C’è una città che lega l’Italia alla Spagna seguendo il criterio della similitudine; Barcellona infatti la si può considerare simile a Milano, poiché entrambe si fregiano dell’appellativo di capitale economica e morale del proprio paese. Entrambe sono l’avanguardia di costumi e ed estetiche della nazione, laboratori universali d’idee e nuove mode. Ma Barcellona ha l’indubbio vantaggio dell’audacia, una disinvolta libertà di reinventare se stessa già dal cuore storico del tessuto urbano. Così dalle invenzioni oniriche di Antoni Gaudì, è germogliata la monumentale speranza della Sagrada Familia, la sinuosa bellezza della Pedrera e della Casa Batlló, o il fiabesco inviluppo di pietre e maioliche del Parc Güell: forme che rompono e dialogano con le convenzioni del passato, reinventando uno stile cui la città per anni ha fatto scuola.
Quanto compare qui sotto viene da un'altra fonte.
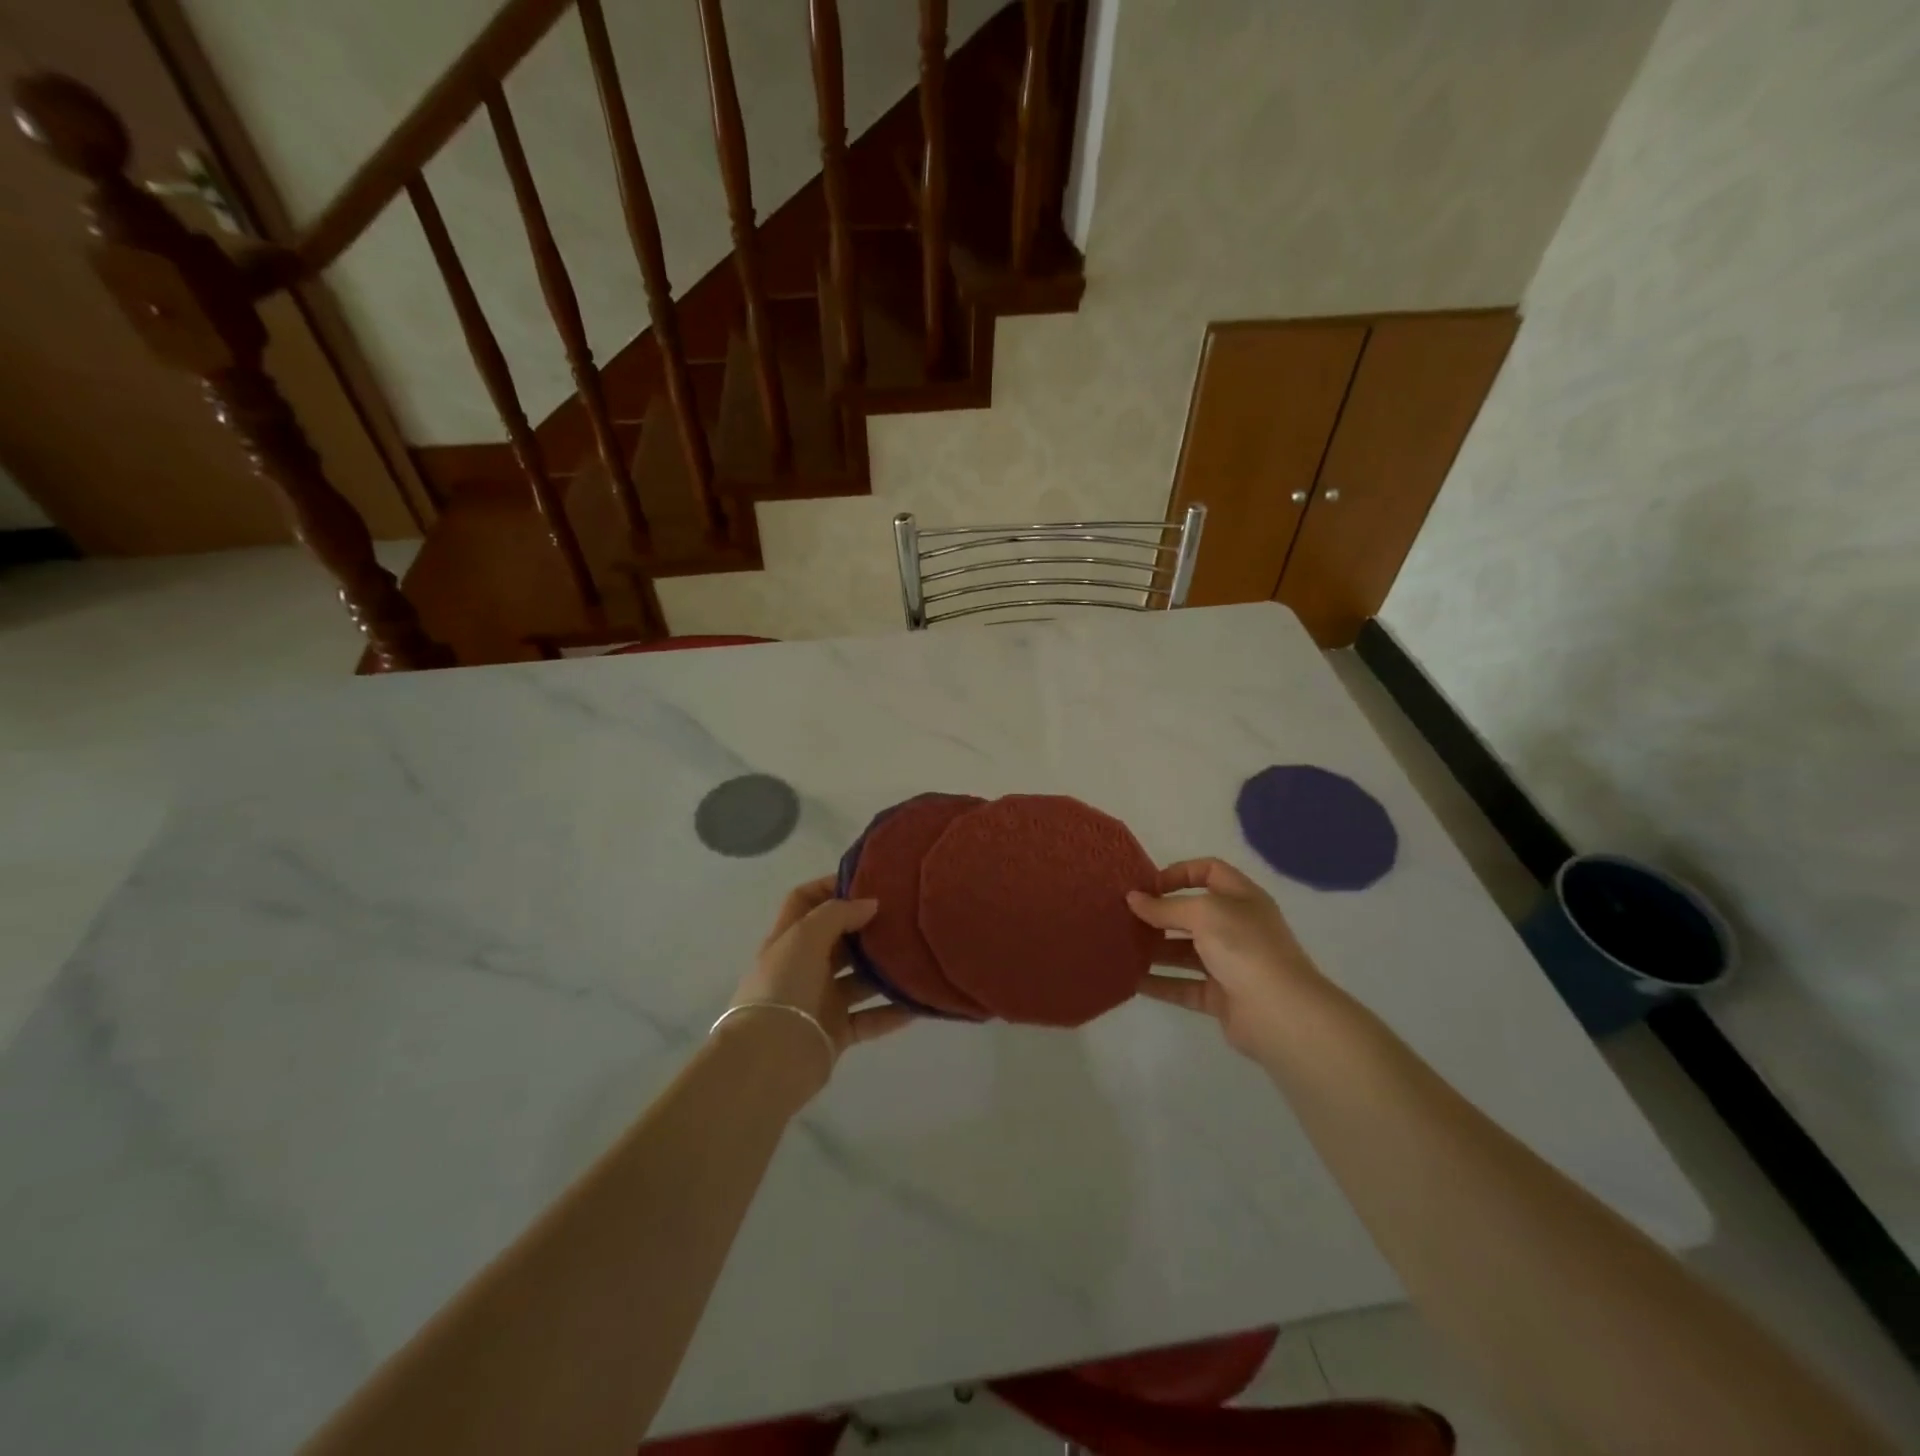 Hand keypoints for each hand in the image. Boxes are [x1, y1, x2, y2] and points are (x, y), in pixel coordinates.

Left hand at [728, 877, 916, 1065]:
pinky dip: (892, 1012)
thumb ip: (838, 914)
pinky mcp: (836, 1032)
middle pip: (838, 939)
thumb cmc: (783, 986)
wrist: (769, 1058)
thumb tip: (870, 904)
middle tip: (903, 916)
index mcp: (789, 939)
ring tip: (917, 956)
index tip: (867, 879)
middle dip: (866, 927)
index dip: (830, 885)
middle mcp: (804, 967)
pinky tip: (918, 1003)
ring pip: (859, 980)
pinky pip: (870, 1018)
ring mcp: (820, 1001)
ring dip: (884, 970)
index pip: (805, 900)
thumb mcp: (804, 937)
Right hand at [1127, 857, 1326, 1057]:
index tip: (1149, 886)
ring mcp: (1230, 964)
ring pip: (1185, 952)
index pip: (1209, 872)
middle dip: (1160, 914)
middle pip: (1193, 914)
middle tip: (1125, 917)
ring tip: (1122, 947)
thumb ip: (1165, 907)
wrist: (1281, 1013)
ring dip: (1156, 949)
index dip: (1180, 873)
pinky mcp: (1221, 998)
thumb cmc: (1244, 947)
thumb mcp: (1203, 913)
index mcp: (1241, 898)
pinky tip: (1132, 980)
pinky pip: (1184, 986)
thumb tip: (1133, 898)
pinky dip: (1160, 983)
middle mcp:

Sicché il mutamento di gusti e politica, nell’appiattimento dell’epoca franchista con cui s’è schiacciata ogni pretesa di identità ed innovazione, tarpando sul nascere ogni proposito culturale. Quindi all’alba di una nuova democrazia, Barcellona risorge espandendo il suo ego nella scommessa olimpica; dalla matita di famosi architetti sorgeranno nuovi quartieri, si costruiranno stadi ed edifici che rivalutano la vocazione futuribile della città. Rinasce una nuova identità marinara, un porto che ricuce l’antico e prezioso legame con l’acqua, la vocazione festosa della gioventù catalana che s’incontra al Maremagnum, per ballare e bere sangrilla, aspettando i colori dell’alba seduti su di una bitta. Così tra pub alla moda e passeggiate alla Rambla dove concedere con una monetina il sospirato gesto d’un mimo di strada, Barcellona mostra una vitalità sanguigna d’incontri tra universitari e impudenti viaggiatori, feste improvvisate e grandiosi concerti all’aperto. Ma c’è anche chi pretende una semplice passeggiata tra i negozi, una pausa commossa sotto gli archi gotici della Cattedrale di Sant’Eulalia, o magari la quiete per assaporare un espresso nella circospetta Plaça Reial… Così ci si accorge presto che il tempo pare non aver limiti, essendo in grado di consumare una giornata in mere facezie, o di far perdere le proprie tracce nell’orgia scombinata delle ore piccole: uno spirito duale tra frenesia e siesta, tra quiete e movimento, tra intellettualismo e superficialità.
Ma Barcellona è anche la città dei catalani, la fortezza d’un carattere orgoglioso che non vuol perdonare la secolare dipendenza madrilena. Per questa ragione nelle scuole si studia la lingua catalana, per rinfacciare un’identità che conservi il doppio idioma anche nei luoghi pubblici, oltre che a casa. Così anche nella malattia contagiosa del calcio, i catalani convergono il proprio supporto nazionalista sui due club della città: il Barcelona Futbol Club e il Reial Club Deportiu Espanyol, esultando negli stadi le gioie della propria passione. E forse è a causa di questo mix di distrazioni e sentimenti, a convincere gli italiani a prenotare un biglietto di sola andata, verso una città cui senti di appartenere in breve tempo.